With Mr. Martoma’s conviction, the United States attorney’s office in Manhattan extends an unbroken string of successes in prosecuting insider trading cases. To date, Mr. Martoma is the 79th person to either plead guilty or be convicted since this crackdown on insider trading in the $2.2 trillion hedge fund industry began with a series of prominent arrests in 2009.
The case against Mr. Martoma was notable because it was the first time that Mr. Cohen was linked to questionable trades at his firm. For more than two years, federal prosecutors and agents with the Federal Bureau of Investigation had pressed Mr. Martoma to cooperate.
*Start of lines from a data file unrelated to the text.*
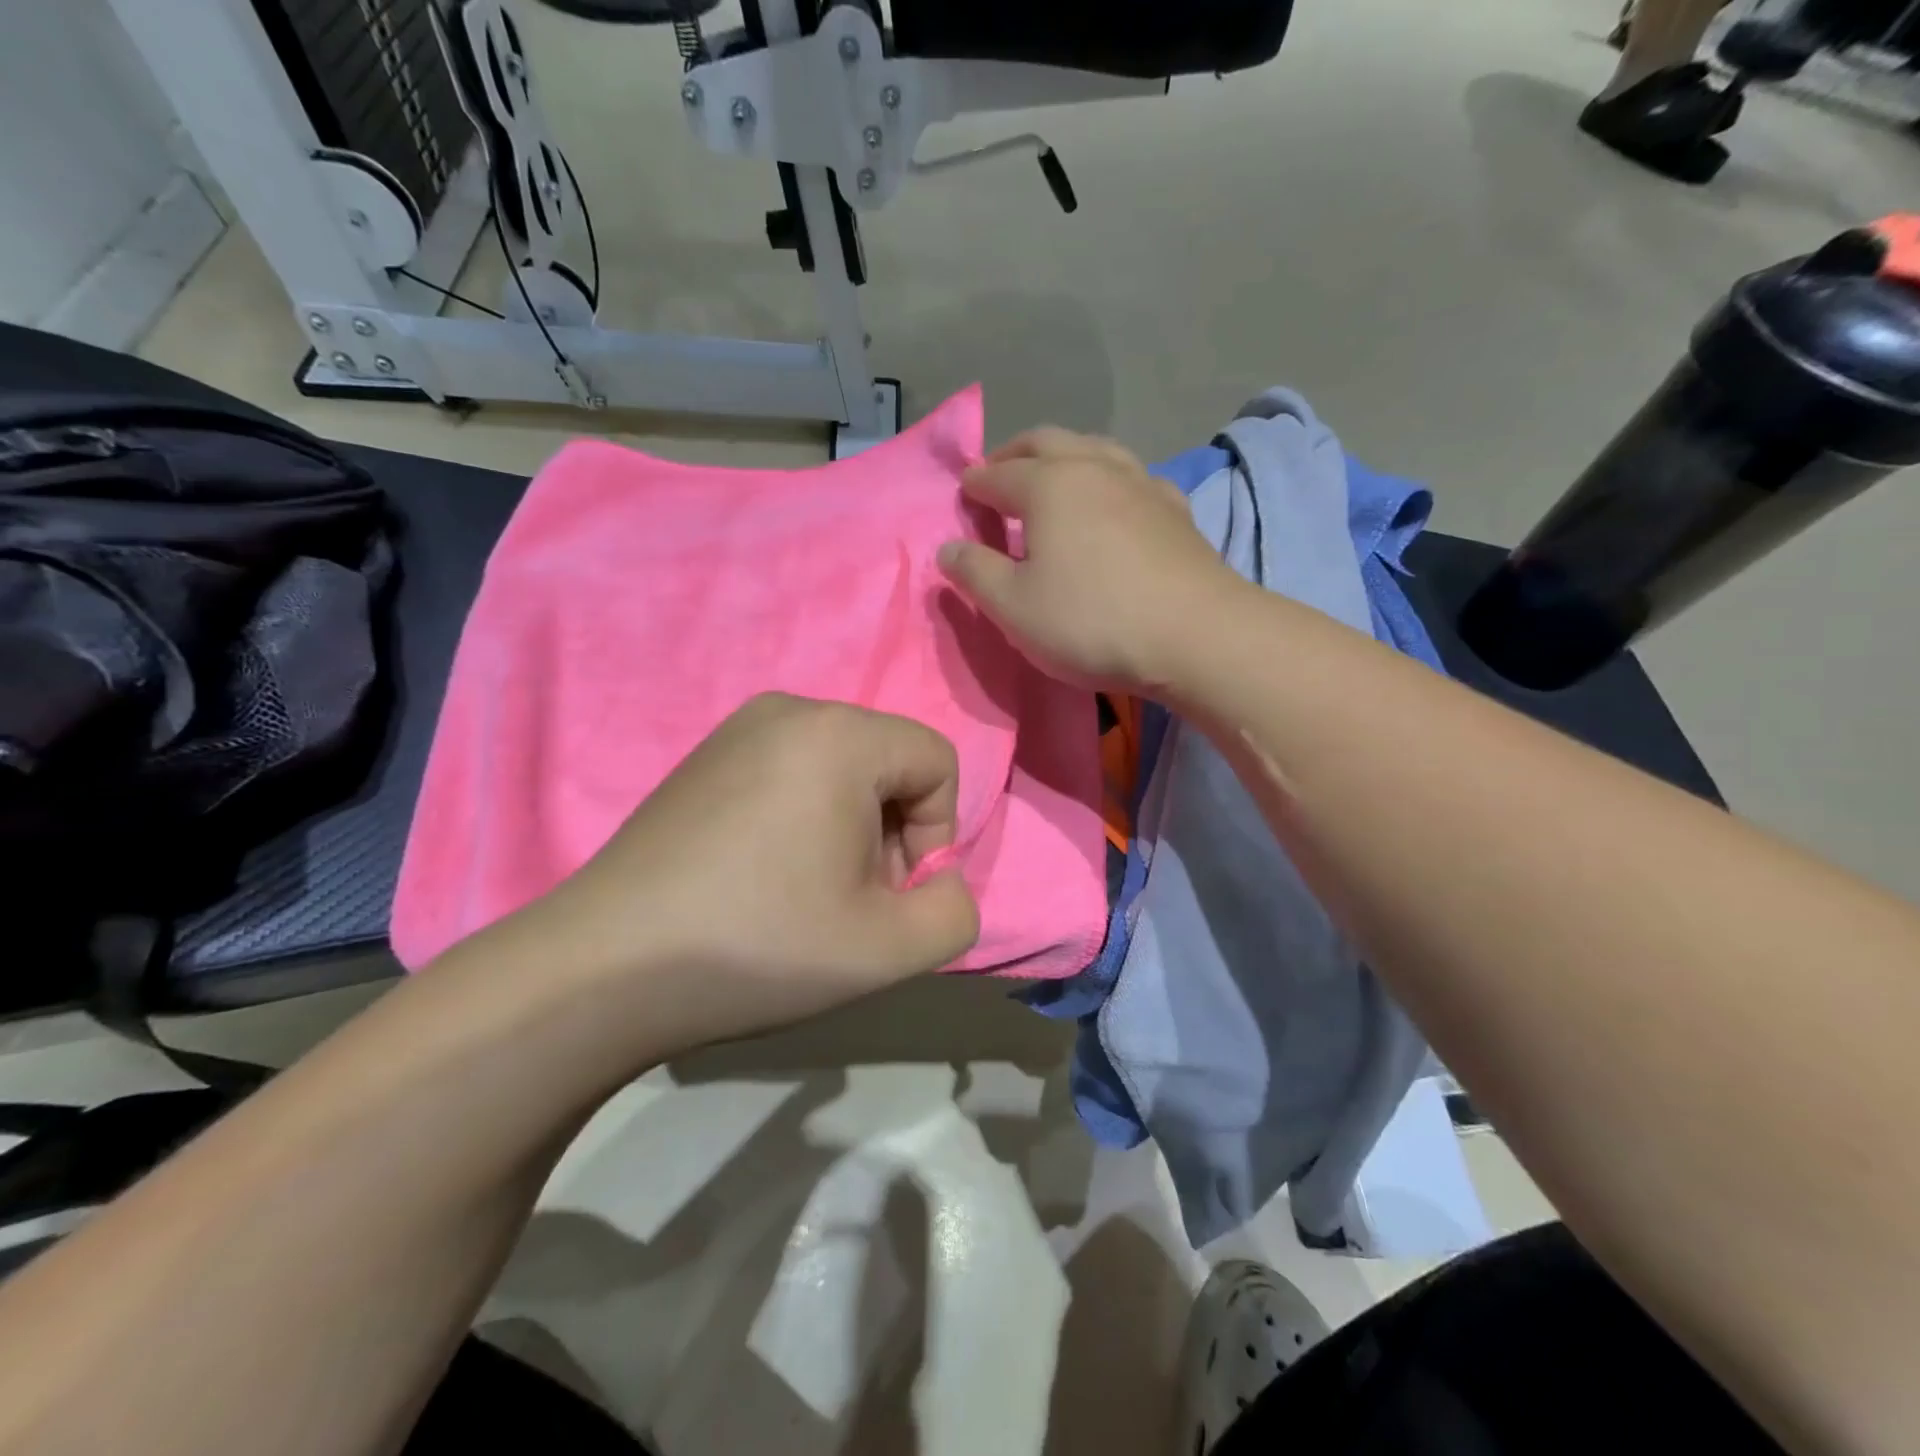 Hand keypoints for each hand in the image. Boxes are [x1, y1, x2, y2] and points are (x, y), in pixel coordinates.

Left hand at [517, 694, 979, 1053]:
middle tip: (847, 903)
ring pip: (840, 771)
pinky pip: (789, 774)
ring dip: (848, 832)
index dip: (937, 835)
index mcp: (839, 734)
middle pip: (887, 764)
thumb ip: (955, 911)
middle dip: (891, 835)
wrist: (604, 969)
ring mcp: (737, 730)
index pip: (936, 762)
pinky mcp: (703, 759)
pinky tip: (760, 878)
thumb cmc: (759, 946)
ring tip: (803, 894)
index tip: (889, 894)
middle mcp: (789, 710)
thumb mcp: (889, 949)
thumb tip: (938, 880)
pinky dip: (802, 821)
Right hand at [936, 427, 1239, 694]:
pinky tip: (1112, 503)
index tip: (962, 495)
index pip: (998, 475)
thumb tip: (948, 548)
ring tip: (1053, 480)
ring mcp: (1142, 484)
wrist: (1196, 635)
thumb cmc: (1091, 621)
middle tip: (999, 474)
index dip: (974, 485)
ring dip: (1065, 456)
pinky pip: (1132, 476)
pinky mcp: (1176, 509)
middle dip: (1015, 453)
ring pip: (1095, 448)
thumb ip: (975, 573)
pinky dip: (1108, 479)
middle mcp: (1095, 468)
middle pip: (1047, 441)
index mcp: (1049, 485)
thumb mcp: (1014, 608)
Federal authorities have long been interested in learning what Mr. Martoma told Mr. Cohen during a 20-minute phone call on July 20, 2008, a day before Mr. Cohen instructed a top trader at SAC to begin unloading its roughly $700 million position in shares of Elan and Wyeth.
Dr. Gilman testified that just days before that phone call, he had shared with Mr. Martoma the results of the clinical trial for the experimental drug, which had revealed more troubling side effects with the Alzheimer’s treatment.
Over the course of four weeks, the lead prosecutor, Arlo Devlin-Brown, sought to demonstrate how Mr. Martoma “seduced” and then “corrupted” Dr. Gilman and another doctor to provide him with inside information.
Dr. Gilman, 81, was the chairman of a Elan safety committee during the drug trial. He told the jury how Mr. Martoma pursued a friendship with him, and that, under persistent questioning, he “slipped” and gave the hedge fund manager secret information even though he knew it was illegal.
But the defense countered that the information Dr. Gilman provided was already publicly known and brought forward analysts at other financial firms who testified that Dr. Gilman gave them similar information.
Marc Mukasey, the lawyer for Dr. Gilman, said his client was satisfied with his testimony and cooperation and “had no motive to do anything other than tell the truth.” Mr. Mukasey added, “He wasn’t trying to help or hurt either side.”